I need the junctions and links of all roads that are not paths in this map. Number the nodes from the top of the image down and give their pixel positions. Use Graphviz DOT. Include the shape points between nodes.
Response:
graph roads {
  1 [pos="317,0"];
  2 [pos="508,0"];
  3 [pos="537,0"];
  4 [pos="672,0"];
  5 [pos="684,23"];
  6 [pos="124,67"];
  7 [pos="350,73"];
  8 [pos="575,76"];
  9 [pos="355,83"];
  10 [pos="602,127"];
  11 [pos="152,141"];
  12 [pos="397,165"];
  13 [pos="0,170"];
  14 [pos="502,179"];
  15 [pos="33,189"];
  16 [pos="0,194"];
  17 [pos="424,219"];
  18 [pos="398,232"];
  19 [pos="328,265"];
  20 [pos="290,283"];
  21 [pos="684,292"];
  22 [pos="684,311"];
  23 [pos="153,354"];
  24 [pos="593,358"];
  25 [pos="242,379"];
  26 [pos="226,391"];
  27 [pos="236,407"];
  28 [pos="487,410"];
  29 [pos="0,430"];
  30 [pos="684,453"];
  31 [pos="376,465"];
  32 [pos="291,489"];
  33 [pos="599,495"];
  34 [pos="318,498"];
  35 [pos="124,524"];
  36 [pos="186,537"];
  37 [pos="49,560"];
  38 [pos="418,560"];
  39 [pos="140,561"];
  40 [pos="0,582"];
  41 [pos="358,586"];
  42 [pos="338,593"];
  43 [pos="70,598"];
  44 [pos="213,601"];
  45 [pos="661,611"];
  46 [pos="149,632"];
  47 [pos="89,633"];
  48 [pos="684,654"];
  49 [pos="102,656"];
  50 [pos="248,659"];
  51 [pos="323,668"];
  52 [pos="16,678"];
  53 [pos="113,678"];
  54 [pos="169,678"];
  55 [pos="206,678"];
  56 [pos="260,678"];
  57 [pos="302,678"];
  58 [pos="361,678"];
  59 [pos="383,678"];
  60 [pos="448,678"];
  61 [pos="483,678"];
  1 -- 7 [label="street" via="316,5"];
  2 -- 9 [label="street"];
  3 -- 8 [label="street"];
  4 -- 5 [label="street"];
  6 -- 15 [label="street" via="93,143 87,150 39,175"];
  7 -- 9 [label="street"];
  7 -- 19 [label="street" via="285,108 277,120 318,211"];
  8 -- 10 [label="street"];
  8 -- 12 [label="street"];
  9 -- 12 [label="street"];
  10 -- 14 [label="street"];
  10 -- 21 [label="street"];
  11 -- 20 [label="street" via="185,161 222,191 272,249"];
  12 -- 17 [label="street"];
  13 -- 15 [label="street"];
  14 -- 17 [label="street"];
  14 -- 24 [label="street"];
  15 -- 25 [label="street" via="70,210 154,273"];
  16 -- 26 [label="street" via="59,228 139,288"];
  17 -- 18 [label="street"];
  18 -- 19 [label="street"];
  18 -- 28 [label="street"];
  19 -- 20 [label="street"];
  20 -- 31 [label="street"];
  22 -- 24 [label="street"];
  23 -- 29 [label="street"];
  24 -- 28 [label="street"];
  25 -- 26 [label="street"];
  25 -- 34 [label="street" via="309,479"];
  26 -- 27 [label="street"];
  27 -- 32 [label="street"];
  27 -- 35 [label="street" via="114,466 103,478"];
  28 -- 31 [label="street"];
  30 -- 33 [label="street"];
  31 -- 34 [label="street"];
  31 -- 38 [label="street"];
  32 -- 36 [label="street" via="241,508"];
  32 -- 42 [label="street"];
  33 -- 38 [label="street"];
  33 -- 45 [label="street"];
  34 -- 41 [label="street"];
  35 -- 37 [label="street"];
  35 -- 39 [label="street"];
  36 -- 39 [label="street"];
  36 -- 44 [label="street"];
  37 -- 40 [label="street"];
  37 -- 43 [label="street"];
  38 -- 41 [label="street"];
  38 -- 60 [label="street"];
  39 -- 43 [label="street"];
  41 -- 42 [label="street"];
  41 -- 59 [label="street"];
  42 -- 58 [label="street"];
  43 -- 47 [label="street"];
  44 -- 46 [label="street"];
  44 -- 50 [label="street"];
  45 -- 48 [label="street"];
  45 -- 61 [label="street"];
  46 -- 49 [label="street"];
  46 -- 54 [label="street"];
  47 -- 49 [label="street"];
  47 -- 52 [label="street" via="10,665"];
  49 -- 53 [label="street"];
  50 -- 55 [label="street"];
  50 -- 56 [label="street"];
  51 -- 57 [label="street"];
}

◇ ◇ ◇

## ACTIVITY
Repeat back the listing above exactly, including every line.

## EXERCISE SOLUTION
I need the junctions and links of all roads that are not paths in this map. Number the nodes from the top of the image down and give their pixel positions. Use Graphviz DOT. Include the shape points between nodes.
Response:
graph roads {
  1 [pos="317,0"];
  2 [pos="508,0"];
  3 [pos="537,0"];
  4 [pos="672,0"];
  5 [pos="684,23"];
  6 [pos="124,67"];
  7 [pos="350,73"];
  8 [pos="575,76"];
  9 [pos="355,83"];
  10 [pos="602,127"];
  11 [pos="152,141"];
  12 [pos="397,165"];
  13 [pos="0,170"];
  14 [pos="502,179"];
  15 [pos="33,189"];
  16 [pos="0,194"];
  17 [pos="424,219"];
  18 [pos="398,232"];
  19 [pos="328,265"];
  20 [pos="290,283"];
  21 [pos="684,292"];
  22 [pos="684,311"];
  23 [pos="153,354"];
  24 [pos="593,358"];
  25 [pos="242,379"];
  26 [pos="226,391"];
  27 [pos="236,407"];
  28 [pos="487,410"];
  29 [pos="0,430"];
  30 [pos="684,453"];
  31 [pos="376,465"];
  32 [pos="291,489"];
  33 [pos="599,495"];
  34 [pos="318,498"];
  35 [pos="124,524"];
  36 [pos="186,537"];
  37 [pos="49,560"];
  38 [pos="418,560"];
  39 [pos="140,561"];
  40 [pos="0,582"];
  41 [pos="358,586"];
  42 [pos="338,593"];
  43 [pos="70,598"];
  44 [pos="213,601"];
  45 [pos="661,611"];
  46 [pos="149,632"];
  47 [pos="89,633"];
  48 [pos="684,654"];
  49 [pos="102,656"];
  50 [pos="248,659"];
  51 [pos="323,668"];
  52 [pos="16,678"];
  53 [pos="113,678"];
  54 [pos="169,678"];
  55 [pos="206,678"];
  56 [pos="260,678"];
  57 [pos="302,678"];
  58 [pos="361,678"];
  59 [pos="383,678"];
  60 [pos="448,678"];
  61 [pos="483,678"];
  1 -- 7 [label="street" via="316,5"];
  2 -- 9 [label="street"];
  3 -- 8 [label="street"];
  4 -- 5 [label="street"];
  6 -- 15 [label="street" via="93,143 87,150 39,175"];
  7 -- 9 [label="street"];
  7 -- 19 [label="street" via="285,108 277,120 318,211"];
  8 -- 10 [label="street"];
  8 -- 12 [label="street"];
  9 -- 12 [label="street"];
  10 -- 14 [label="street"];
  10 -- 21 [label="street"];
  11 -- 20 [label="street" via="185,161 222,191 272,249"];
  12 -- 17 [label="street"];
  13 -- 15 [label="street"];
  14 -- 17 [label="street"];
  14 -- 24 [label="street"];
  15 -- 25 [label="street" via="70,210 154,273"];
  16 -- 26 [label="street" via="59,228 139,288"];
  17 -- 18 [label="street"];
  18 -- 19 [label="street"];
  18 -- 28 [label="street"];
  19 -- 20 [label="street"];
  20 -- 31 [label="street"];
  22 -- 24 [label="street"];
  23 -- 29 [label="street"];
  24 -- 28 [label="street"];
  25 -- 26 [label="street"];
  25 -- 34 [label="street" via="309,479"];
  26 -- 27 [label="street"];
  27 -- 32 [label="street"];
  27 -- 35 [label="street" via="114,466 103,478"];
  28 -- 31 [label="street"];
  30 -- 33 [label="street"];
  31 -- 34 [label="street"];
  31 -- 38 [label="street"];
  32 -- 36 [label="street" via="241,508"];
  32 -- 42 [label="street"];
  33 -- 38 [label="street"];
  33 -- 45 [label="street"];
  34 -- 41 [label="street"];
  35 -- 37 [label="street"];
  35 -- 39 [label="street"];
  36 -- 39 [label="street"];
  36 -- 44 [label="street"];
  37 -- 40 [label="street"];
  37 -- 43 [label="street"];
  38 -- 41 [label="street"];
  38 -- 60 [label="street"];
  39 -- 43 [label="street"];
  41 -- 42 [label="street"];
  41 -- 59 [label="street"];
  42 -- 58 [label="street"];
  43 -- 47 [label="street"];
  44 -- 46 [label="street"];
  44 -- 50 [label="street"];
  45 -- 48 [label="street"];
  45 -- 61 [label="street"];
  46 -- 49 [label="street"];
  46 -- 54 [label="street"];
  47 -- 49 [label="street"];
  47 -- 52 [label="street" via="10,665"];
  49 -- 53 [label="street"];
  50 -- 55 [label="street"];
  50 -- 56 [label="street"];
  51 -- 57 [label="street"];
}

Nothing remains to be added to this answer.